Below are records that contain pictures; transcribe the text exactly and omit the pictures.

┌──

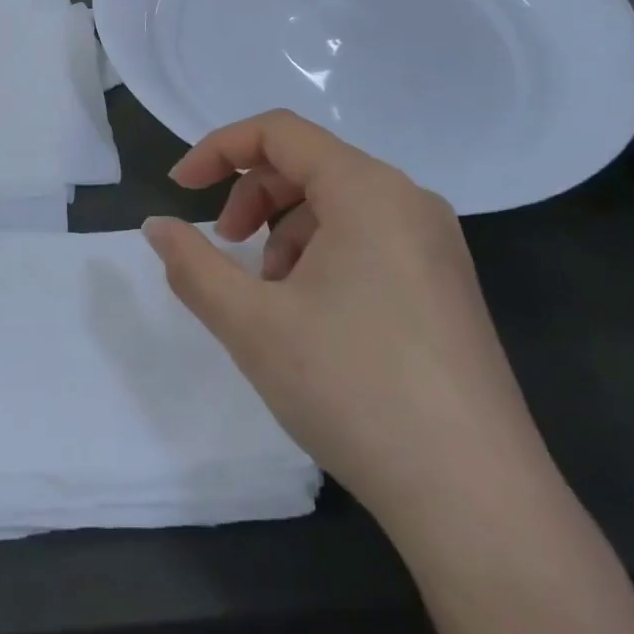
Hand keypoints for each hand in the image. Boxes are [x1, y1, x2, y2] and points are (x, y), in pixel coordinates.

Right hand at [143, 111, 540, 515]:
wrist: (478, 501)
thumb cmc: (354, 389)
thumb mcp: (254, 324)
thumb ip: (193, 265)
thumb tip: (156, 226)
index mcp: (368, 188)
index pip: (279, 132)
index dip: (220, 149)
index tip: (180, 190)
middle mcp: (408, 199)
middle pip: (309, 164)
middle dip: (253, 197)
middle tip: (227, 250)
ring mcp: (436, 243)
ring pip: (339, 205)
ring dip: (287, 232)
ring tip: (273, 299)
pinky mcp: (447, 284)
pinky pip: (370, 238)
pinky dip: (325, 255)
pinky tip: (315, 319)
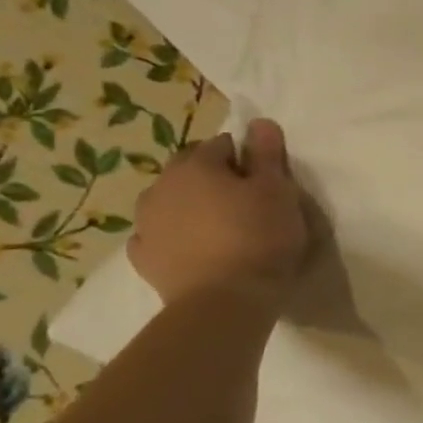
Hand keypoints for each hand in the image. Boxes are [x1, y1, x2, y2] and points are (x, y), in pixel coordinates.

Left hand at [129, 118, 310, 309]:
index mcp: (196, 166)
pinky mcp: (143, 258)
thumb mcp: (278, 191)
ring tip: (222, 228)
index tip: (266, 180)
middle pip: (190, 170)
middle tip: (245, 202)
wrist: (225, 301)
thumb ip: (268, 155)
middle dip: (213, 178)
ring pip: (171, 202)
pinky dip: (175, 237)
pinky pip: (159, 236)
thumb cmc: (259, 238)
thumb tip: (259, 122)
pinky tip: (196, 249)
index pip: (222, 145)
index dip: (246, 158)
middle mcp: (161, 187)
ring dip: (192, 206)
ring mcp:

└──

• _Response_
Hand keypoints for each hand in the image. Boxes are [x1, y1, x2, y2] and points are (x, y), in pixel coordinates.

Right hand at [143, 111, 540, 515]:
wrist: (478, 501)
thumb cmc: (354, 389)
thumb mcp: (254, 324)
thumb ip: (193, 265)
thumb tip: (156, 226)
index mcp: (368, 188)
index pip: (279, 132)
index dip: (220, 149)
index tip: (180, 190)
middle mcp: (408, 199)
middle pip: (309, 164)
middle dip: (253, 197)
middle tip: (227, 250)
ring mcp: (436, 243)
ring pip: (339, 205)
ring dip: (287, 232)
ring tip: (273, 299)
pinky mcp: (447, 284)
pinky pip: (370, 238)
pinky dip: (325, 255)
pinky tip: (315, 319)
Hand keypoints for each hand in the image. Boxes are [x1, y1, x2, y2] and points are (x, y), in pixel coordinates.

Left hand at [129, 118, 310, 309]:
index mcp: (196, 166)
pinky mcp: (143, 258)
thumb mcp: (278, 191)
ring tip: (222, 228)
index tip: (266, 180)
middle pip: (190, 170)
middle tip: (245, 202)
wrist: (225, 301)
thumb ip: (268, 155)
middle dip: (213, 178)
ring pip: (171, 202)
pinky dip: (175, 237)
pinky pip: (159, 236)
thumb cmc: (259, 238)
thumb tip: (259, 122)
pinky tip: (196, 249)
index pip: (222, 145)
index dip: (246, 158)
middle mcp: (161, 187)
ring dip: (192, 206)
ring mcp:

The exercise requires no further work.